◆ **What you should do**: Would you restate each entry word for word, omitting the pictures?

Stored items

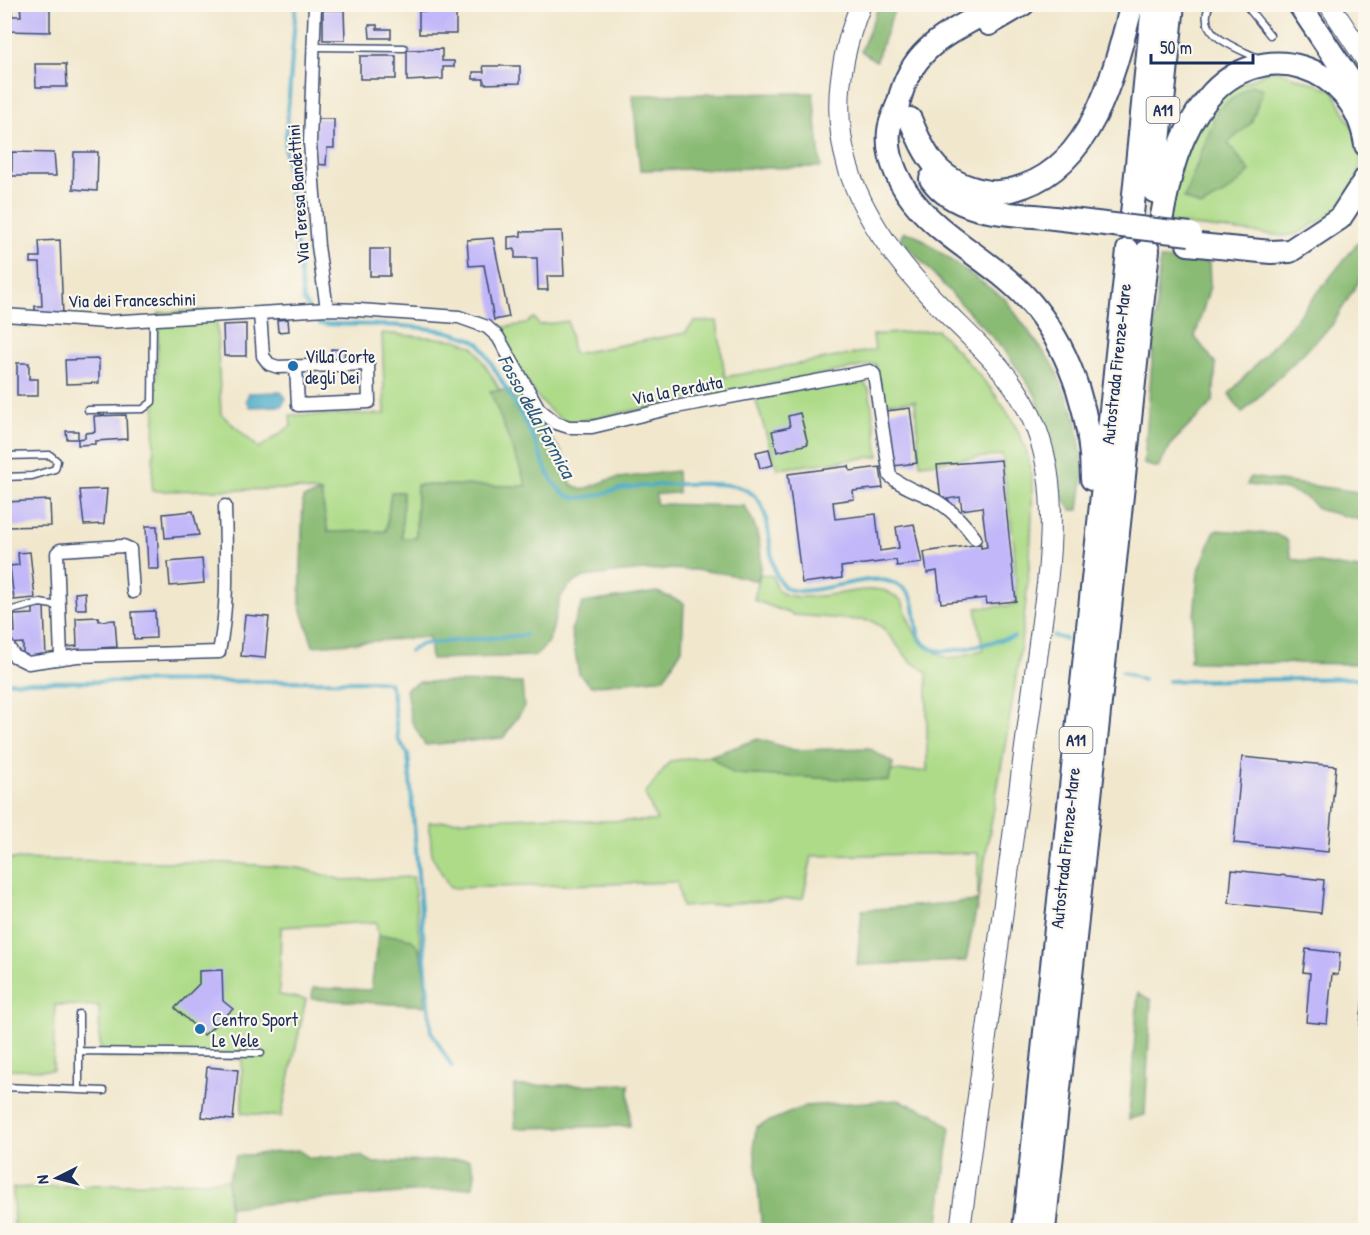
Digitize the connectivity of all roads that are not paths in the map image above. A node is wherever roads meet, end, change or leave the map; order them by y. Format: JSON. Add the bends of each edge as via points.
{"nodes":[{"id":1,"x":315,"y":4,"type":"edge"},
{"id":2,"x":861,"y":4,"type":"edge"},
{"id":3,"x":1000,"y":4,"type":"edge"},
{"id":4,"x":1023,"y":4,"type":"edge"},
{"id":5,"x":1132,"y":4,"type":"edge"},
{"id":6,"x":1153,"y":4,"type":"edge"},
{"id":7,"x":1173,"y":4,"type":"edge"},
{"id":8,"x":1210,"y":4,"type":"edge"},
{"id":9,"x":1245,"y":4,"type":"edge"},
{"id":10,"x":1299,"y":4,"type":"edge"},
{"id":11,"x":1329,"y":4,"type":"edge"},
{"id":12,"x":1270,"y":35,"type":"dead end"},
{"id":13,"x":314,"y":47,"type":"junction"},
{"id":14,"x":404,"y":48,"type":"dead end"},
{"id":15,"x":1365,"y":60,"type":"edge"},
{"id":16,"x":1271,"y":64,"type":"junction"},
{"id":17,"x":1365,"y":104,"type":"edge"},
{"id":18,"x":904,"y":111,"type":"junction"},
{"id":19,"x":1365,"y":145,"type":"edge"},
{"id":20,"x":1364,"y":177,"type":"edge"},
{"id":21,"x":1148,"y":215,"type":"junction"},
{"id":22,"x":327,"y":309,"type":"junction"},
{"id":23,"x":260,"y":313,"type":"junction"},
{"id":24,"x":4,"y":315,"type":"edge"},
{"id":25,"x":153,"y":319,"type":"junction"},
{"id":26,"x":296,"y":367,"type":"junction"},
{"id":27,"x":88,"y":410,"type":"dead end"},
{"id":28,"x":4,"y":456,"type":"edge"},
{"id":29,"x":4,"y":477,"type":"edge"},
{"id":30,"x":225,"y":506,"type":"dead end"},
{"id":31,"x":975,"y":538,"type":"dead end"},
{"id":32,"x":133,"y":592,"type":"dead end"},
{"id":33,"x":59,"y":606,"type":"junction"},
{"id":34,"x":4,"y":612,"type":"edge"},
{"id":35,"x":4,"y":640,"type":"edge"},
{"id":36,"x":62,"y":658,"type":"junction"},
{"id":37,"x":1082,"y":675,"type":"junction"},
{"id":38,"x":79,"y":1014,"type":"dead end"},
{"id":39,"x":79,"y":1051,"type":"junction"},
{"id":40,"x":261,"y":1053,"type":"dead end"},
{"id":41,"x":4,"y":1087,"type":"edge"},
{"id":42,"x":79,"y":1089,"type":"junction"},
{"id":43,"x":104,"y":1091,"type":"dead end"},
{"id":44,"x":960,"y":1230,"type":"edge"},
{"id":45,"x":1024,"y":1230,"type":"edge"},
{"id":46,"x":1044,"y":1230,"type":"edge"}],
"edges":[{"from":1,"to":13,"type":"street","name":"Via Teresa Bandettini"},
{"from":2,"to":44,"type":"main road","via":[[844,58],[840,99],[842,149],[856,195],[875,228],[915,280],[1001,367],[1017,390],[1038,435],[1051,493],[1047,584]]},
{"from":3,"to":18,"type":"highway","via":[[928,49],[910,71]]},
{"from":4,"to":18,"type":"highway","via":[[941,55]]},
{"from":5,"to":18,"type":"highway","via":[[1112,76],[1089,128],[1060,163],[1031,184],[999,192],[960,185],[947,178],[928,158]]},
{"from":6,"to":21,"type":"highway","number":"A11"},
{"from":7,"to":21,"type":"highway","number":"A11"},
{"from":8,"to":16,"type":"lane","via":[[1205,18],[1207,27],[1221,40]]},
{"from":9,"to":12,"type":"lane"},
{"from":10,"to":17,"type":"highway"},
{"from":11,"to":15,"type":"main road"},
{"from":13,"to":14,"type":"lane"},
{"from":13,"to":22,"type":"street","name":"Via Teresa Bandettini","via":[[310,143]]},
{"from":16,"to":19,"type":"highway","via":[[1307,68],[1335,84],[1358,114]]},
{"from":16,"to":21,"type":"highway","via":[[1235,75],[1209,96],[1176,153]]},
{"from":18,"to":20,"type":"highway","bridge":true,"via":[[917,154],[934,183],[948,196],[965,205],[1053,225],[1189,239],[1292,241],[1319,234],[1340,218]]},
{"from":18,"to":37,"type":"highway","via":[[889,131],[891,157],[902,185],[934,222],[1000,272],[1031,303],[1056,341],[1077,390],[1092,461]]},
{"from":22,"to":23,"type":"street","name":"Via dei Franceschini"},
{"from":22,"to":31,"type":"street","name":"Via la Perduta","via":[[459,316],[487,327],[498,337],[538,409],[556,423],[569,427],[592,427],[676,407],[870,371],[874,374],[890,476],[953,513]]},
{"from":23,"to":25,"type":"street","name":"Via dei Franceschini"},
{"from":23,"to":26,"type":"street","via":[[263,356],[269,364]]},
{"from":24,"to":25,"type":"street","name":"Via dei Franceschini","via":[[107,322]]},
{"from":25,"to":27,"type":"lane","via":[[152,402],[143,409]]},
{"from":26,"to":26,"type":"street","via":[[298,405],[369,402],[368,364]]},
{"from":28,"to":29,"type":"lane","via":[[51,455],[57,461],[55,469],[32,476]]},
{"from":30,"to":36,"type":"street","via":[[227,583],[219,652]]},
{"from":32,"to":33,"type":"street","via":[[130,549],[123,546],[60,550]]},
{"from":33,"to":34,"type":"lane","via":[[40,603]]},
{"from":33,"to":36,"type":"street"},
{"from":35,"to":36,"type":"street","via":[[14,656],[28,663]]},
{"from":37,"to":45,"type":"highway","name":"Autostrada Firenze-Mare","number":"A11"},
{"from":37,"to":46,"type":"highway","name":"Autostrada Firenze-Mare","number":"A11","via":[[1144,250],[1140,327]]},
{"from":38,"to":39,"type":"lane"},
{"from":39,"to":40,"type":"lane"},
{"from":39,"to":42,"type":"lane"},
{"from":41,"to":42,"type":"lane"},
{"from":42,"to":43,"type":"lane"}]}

◆ **Solution to the problem**:
Digitize the connectivity of all roads that are not paths in the map image above. A node is wherever roads meet, end, change or leave the map; order them by y. Format: JSON. Add the bends of each edge as via points.
{"nodes":[{"id":1,"x":315,"y":4,"type":"edge"},
{"id":2,"x":861,"y":4,"type":"edge"},
{"id":3,"x":1000,"y":4,"type":"edge"},
{"id":4,"x":1023,"y":4,"type":"edge"},
{"id":5,"x":1132,"y":4,"type":"edge"},
{"id":6,"x":1153,"y":4,"type":"edge"},
{"id":7,"x":1173,"y":4,"type":"edge"},
{"id":8,"x":1210,"y":4,"type":"edge"},
{"id":9,"x":1245,"y":4,"type":"edge"},
{"id":10,"x":1299,"y":4,"type":"edge"},
{"id":11,"x":1329,"y":4,"type":"edge"},
{"id":12,"x":1270,"y":35,"type":"dead end"},
{"id":13,"x":314,"y":47,"type":"junction"},
{"id":14,"x":404,"y":48,"type":"dead end"},
{"id":15,"x":1365,"y":60,"type":"edge"},
{"id":16,"x":1271,"y":64,"type":"junction"},
{"id":17,"x":1365,"y":104,"type":"edge"},
{"id":18,"x":904,"y":111,"type":"junction"},
{"id":19,"x":1365,"y":145,"type":"edge"},
{"id":20,"x":1364,"y":177,"type":"edge"},
{"id":21,"x":1148,"y":215,"type":"junction"},
{"id":22,"x":327,"y":309,"type":"junction"},
{"id":23,"x":260,"y":313,"type":"junction"},
{"id":24,"x":4,"y":315,"type":"edge"},
{"id":25,"x":153,"y":319,"type":"junction"},
{"id":26,"x":296,"y":367,"type":"junction"},
{"id":27,"x":88,"y":410,"type":"dead end"},
{"id":28,"x":4,"y":456,"type":"edge"},
{"id":29,"x":4,"y":477,"type":"edge"},
{"id":30,"x":225,"y":506,"type":"dead end"},
{"id":31,"x":975,"y":538,"type":"dead end"},
{"id":32,"x":133,"y":592,"type":"dead end"},
{"id":33,"x":59,"y":606,"type":"junction"},
{"id":34,"x":4,"y":612,"type":"edge"},
{"id":35,"x":4,"y":640,"type":"edge"},
{"id":36,"x":62,"y":658,"type":"junction"},
{"id":37,"x":1082,"y":675,"type":"junction"},
{"id":38,"x":79,"y":1014,"type":"dead end"},
{"id":39,"x":79,"y":1051,"type":"junction"},
{"id":40,"x":261,"y":1053,"type":"dead end"},
{"id":41,"x":4,"y":1087,"type":"edge"},
{"id":42,"x":79,"y":1089,"type":"junction"},
{"id":43,"x":104,"y":1091,"type":"dead end"},
{"id":44,"x":960,"y":1230,"type":"edge"},
{"id":45,"x":1024,"y":1230,"type":"edge"},
{"id":46,"x":1044,"y":1230,"type":"edge"}],
"edges":[{"from":1,"to":13,"type":"street","name":"Via Teresa Bandettini"},
{"from":2,"to":44,"type":"main road","via":[[844,58],[840,99],[842,149],[856,195],[875,228],[915,280],[1001,367],[1017,390],[1038,435],[1051,493],[1047,584]]},
{"from":3,"to":18,"type":"highway","via":[[928,49],[910,71]]},
{"from":4,"to":18,"type":"highway","via":[[941,55]]},
{"from":5,"to":18,"type":"highway","via":[[1112,76],[1089,128],[1060,163],[1031,184],[999,192],[960,185],[947,178],[928,158]]},
{"from":6,"to":21,"type":"highway","number":"A11"},
{"from":7,"to":21,"type":"highway","number":"A11"},
{"from":8,"to":16,"type":"lane","via":[[1205,18],[1207,27],[1221,40]]},
{"from":9,"to":12,"type":"lane"},
{"from":10,"to":17,"type":"highway"},
{"from":11,"to":15,"type":"main road"},
{"from":13,"to":14,"type":"lane"},
{"from":13,"to":22,"type":"street","name":"Via Teresa Bandettini","via":[[310,143]]},
{"from":16,"to":19,"type":"highway","via":[[1307,68],[1335,84],[1358,114]]},
{"from":16,"to":21,"type":"highway","via":[[1235,75],[1209,96],[1176,153]]},
{"from":18,"to":20,"type":"highway","bridge":true,"via":[[917,154],[934,183],[948,196],[965,205],[1053,225],[1189,239],[1292,241],[1319,234],[1340,218]]},
{"from":18,"to":37,"type":"highway","via":[[889,131],[891,157],[902,185],[934,222],[1000,272],[1031,303],[1056,341],[1077,390],[1092,461]]},
{"from":22,"to":23,"type":"street","name":"Via dei Franceschini"},
{"from":22,"to":31,"type":"street","name":"Via la Perduta","via":[[459,316],[487,327],[498,337],[538,409],[556,423],[569,427],[592,427],[676,407],[870,371],[874,374],[890,476],[953,513]]},
{"from":23,"to":25,"type":"street","name":"Via dei Franceschini"},
{"from":23,"to":26,"type":"street","via":[[263,356],[269,364]]},
{"from":24,"to":25,"type":"street","name":"Via dei Franceschini","via":[[107,322]]},
{"from":25,"to":27,"type":"lane","via":[[152,402],[143,409]]},
{"from":26,"to":26,"type":"street","via":[[298,405],[369,402],[368,364]]},
{"from":28,"to":29,"type":"lane","via":[[51,455],[57,461],[55,469],[32,476]]},
{"from":30,"to":36,"type":"street","via":[[227,583],[219,652]]},
{"from":32,"to":33,"type":"street","via":[[130,549],[123,546],[60,550]]},
{"from":33,"to":34,"type":"lane","via":[[40,603]]},
{"from":33,"to":36,"type":"street"},
{"from":35,"to":36,"type":"street","via":[[14,656],[28,663]]},
{"from":37,"to":45,"type":"highway","name":"Autostrada Firenze-Mare","number":"A11"},
{"from":37,"to":46,"type":"highway","name":"Autostrada Firenze-Mare","number":"A11","via":[[1144,250],[1140,327]]},
{"from":38,"to":39,"type":"lane"},
{"from":39,"to":40,"type":"lane"},
{"from":39,"to":42,"type":"lane"},
{"from":41,"to":42,"type":"lane"},
{"from":42,"to":43,"type":"lane"}]}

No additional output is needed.